📘 This project was a part of my thesis bachelor thesis: What moves the gold price? An analysis of gold market and short-term forecasting.
📙 This project is an attempt to expand the previous studies by analyzing and forecasting the gold price based on the most recent data. An ARIMA model was applied due to its wide application in econometrics and good fit for various time series types, including financial data. The main goal was to correctly estimate values in the 3 months period.
The dataset was obtained from World Gold Council and it consists of 390 monthly observations between January 1990 and June 2022. Basic cleaning was not needed becuase there weren't any missing or seemingly incorrent values. The dataset was split into two parts:
- in-sample (Jannary 1990 - March 2022) used for building the model
- out-of-sample (April - June 2022) used for testing the accuracy of the estimated observations
The time series wasn't adjusted seasonally. There were two steps in the initial identification of the data:
- visualizing gold prices in the given date range using matplotlib
- printing basic statistics such as mean, median and standard deviation
Performing both of these tasks gave an overview on the data. Mean gold price for 32 year period was 822,82 dollars while the difference between min and max value amounted to 1710,10 dollars. It can be also assumed that the time series is non-stationary: values of observation are oscilliating around an increasing trend.

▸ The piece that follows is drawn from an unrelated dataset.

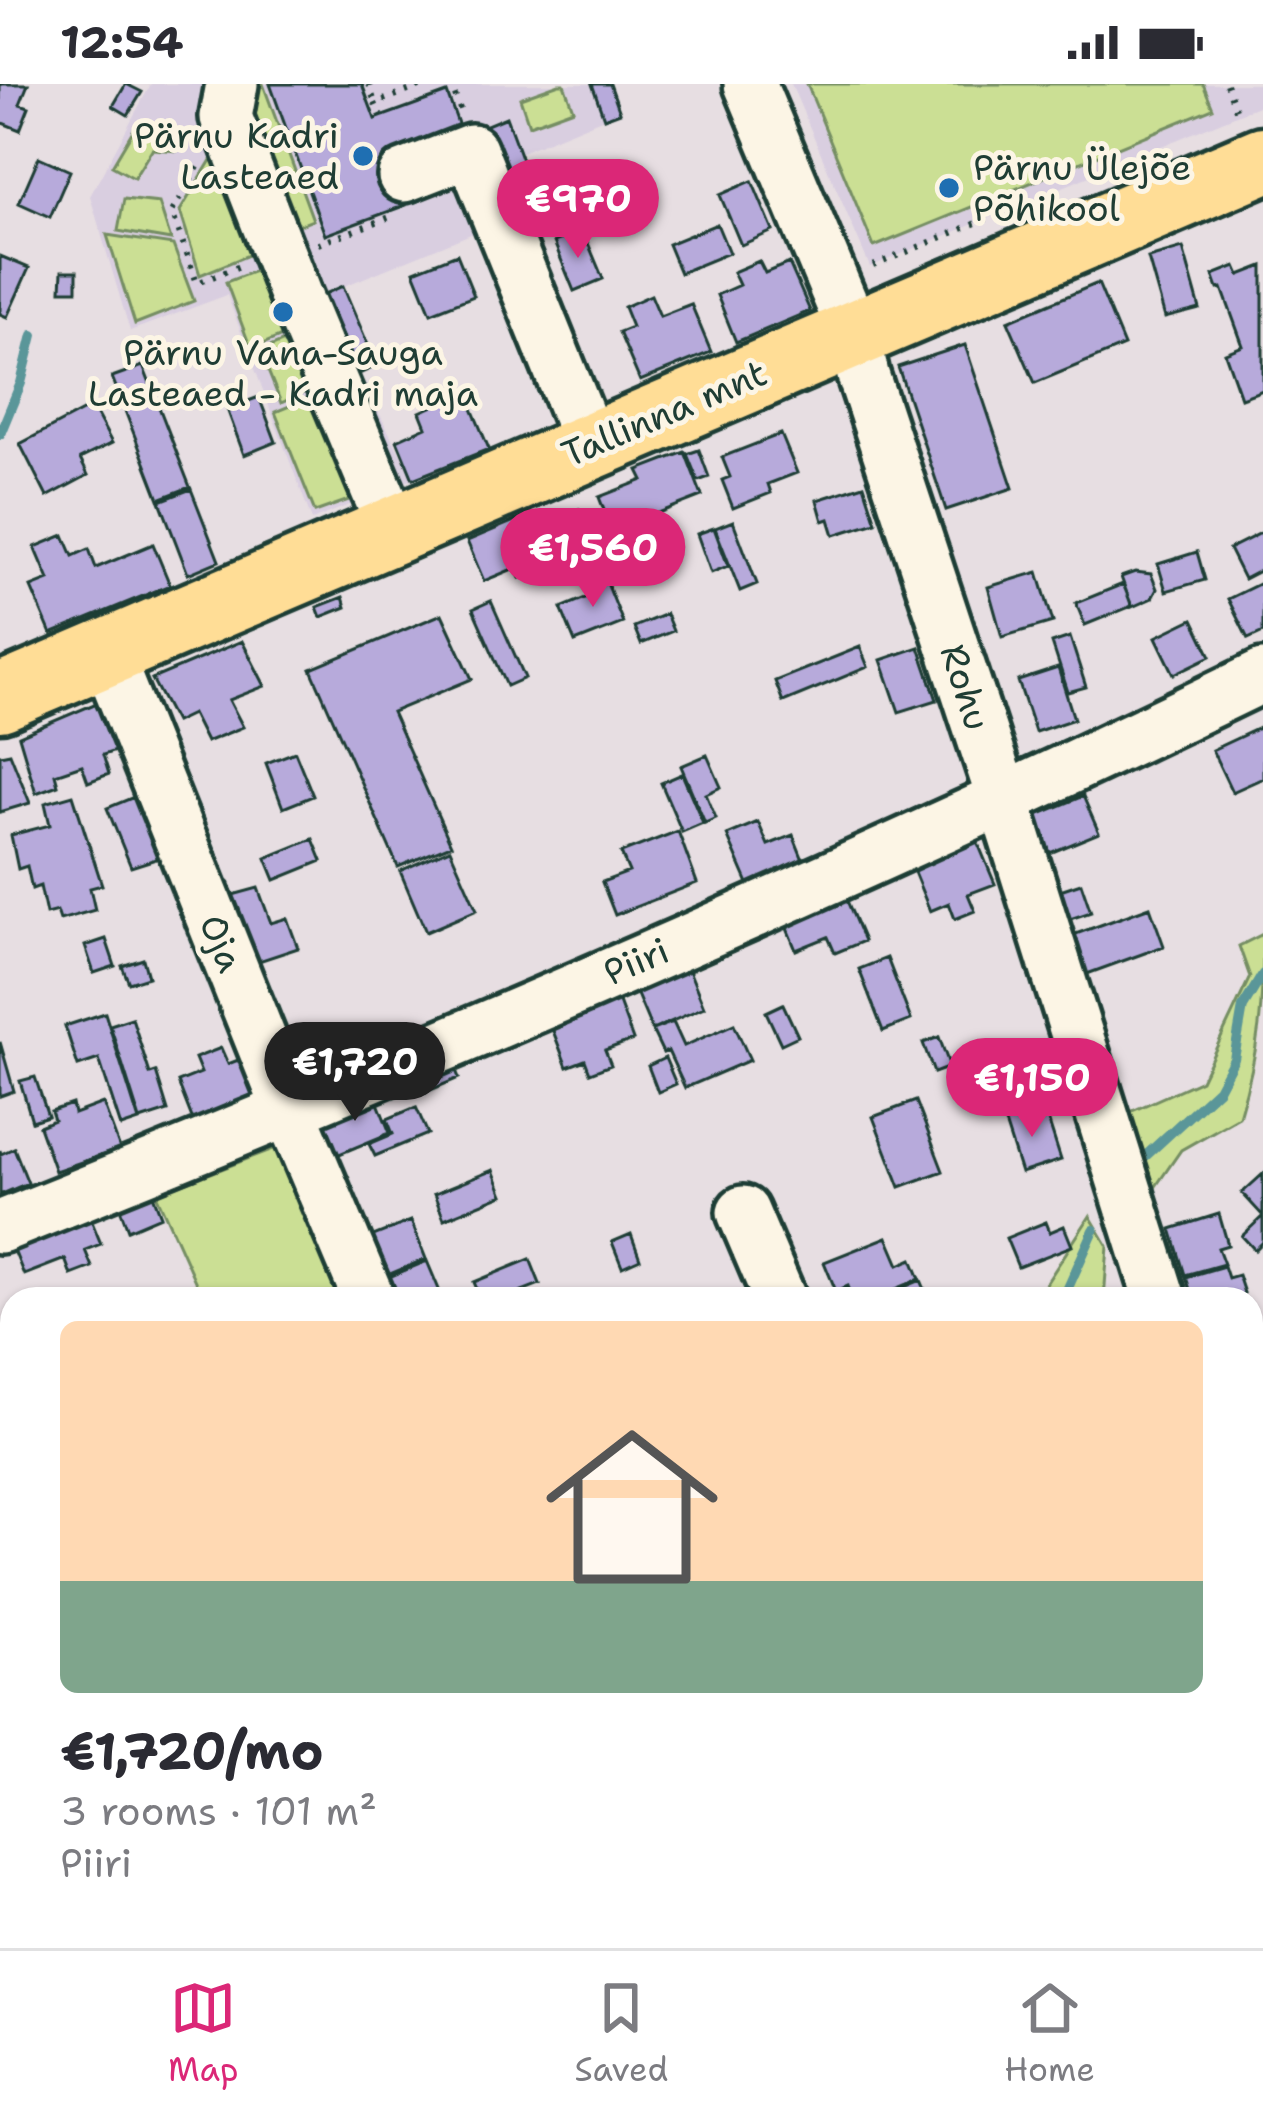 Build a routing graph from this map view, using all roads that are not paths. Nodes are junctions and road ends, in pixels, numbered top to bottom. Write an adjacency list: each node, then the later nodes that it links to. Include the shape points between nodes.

Dickey-Fuller test was performed to test the stationarity of the time series. Test statistic was higher than critical values - there weren't sufficient evidence to reject the null hypothesis (non-stationarity). Breusch-Godfrey test was used to check the autocorelaction of residuals: p-value < 0,05 therefore ADF (Augmented-Dickey-Fuller) applied to the model. Breusch-Godfrey test showed that for one augmentation the problem of autocorellation was eliminated. The time series was then differenced and thus H0 was rejected and stationary was obtained.
KPSS testi an alternative test to check the stationarity of data. For the differnced data, test statistic showed less than critical values for each significance level. The time series is stationary.
ACF and PACF plots were applied to figure out the order or AR and MA, and check if stationary data is not a white noise. Only for the lag=0, for both ACF and PACF, there is a significant line, which allows to assume that p = 1 and q = 1.
Forecast was conducted manually and afterwards the results were double checked by auto ARIMA function. First, p and q was identified based on ACF and PACF graphs. The highest considered ARIMA model was ARIMA(1, 1, 1). Different variants were then tested based on AIC i BIC criteria. The best fitted model turned out to be ARIMA (0, 1, 1)
Ex-post tracking errror values were calculated to check the similarity of estimated and real values. The values showed, that the estimated model is well fitted. MAPE (the mean error in percents) wsa equal to 4,76% while the difference between mean prices was 87,3 dollars.
Prognosing financial data isn't a trivial task, becuase of the rapidly changing global market situation. However, some models can quite accurately estimate the values of chosen time series, for example gold prices. The result of this project is satisfactionary, as tracking errors showed there isn't much differnce between the real and estimated data. Moreover, multiple Python libraries have definitely helped to carry out the research (as compared to R, where some tests have to be performed manually).